Background: Alpha-1 antitrypsin (AAT) deficiency is a common genetic cause of childhood liver disorders. Its prevalence is highly variable around the world. Although this genetic deficiency is the main cause of neonatal jaundice, few studies have investigated AAT in Iran. Objectives: The current study aimed to investigate the association between specific alleles of AAT with idiopathic neonatal jaundice disease in patients with idiopathic jaundice. Methods: In this study, 30 neonates with a definitive diagnosis of neonatal cholestasis referred to Ghaem, and Dr. Sheikh hospitals in Mashhad (Iran) are included. Polymerase chain reaction-restriction fragment length polymorphism (PCR-RFLP) was performed on the extracted DNA from their blood samples. In the lack of commonly mutated alleles detected, the whole gene exons were DNA sequenced. Results: In the molecular test, we found no case of PiS or PiZ allele. The mutated alleles of PiS and PiZ were not appeared in patients with neonatal jaundice using the PCR-RFLP method. DNA sequencing was performed in 30 patients.

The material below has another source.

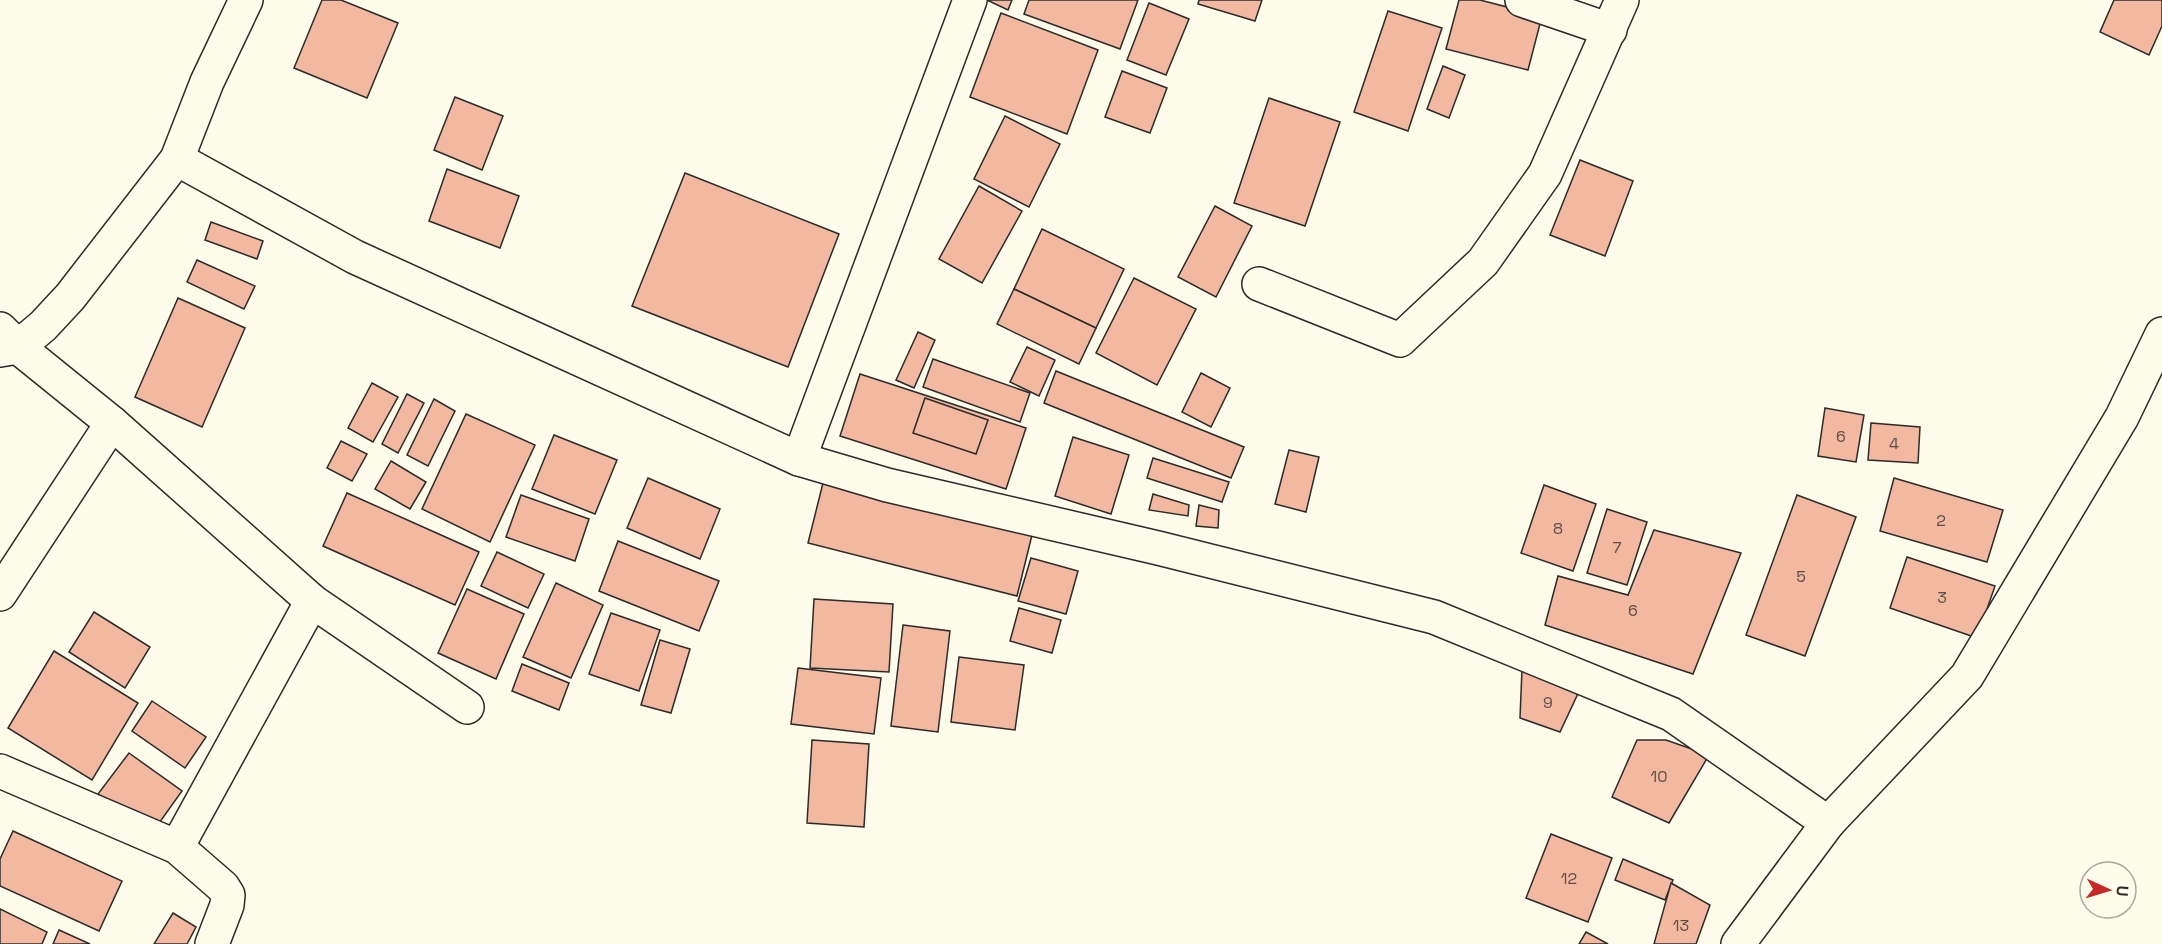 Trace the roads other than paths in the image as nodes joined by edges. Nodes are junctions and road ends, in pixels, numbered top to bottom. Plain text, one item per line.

Other rare missense variations were detected in the form of heterozygous (for Glu400Asp in 8 patients and Val237Ala in 2 patients), homozygous (for Glu400Asp in 1 patient), and compound heterozygous (for Glu400Asp/Val237Ala in 3 patients and Val237Ala/Asp280Val in 1 patient). Conclusions: The AAT deficiency caused by PiZ and PiS allelic variants was noted among infants with neonatal cholestasis in the Khorasan province of Iran. Other rare variants in the PiM might be caused by AAT deficiency and presenting the neonatal cholestasis. The possible functional study should be considered for the mutations identified.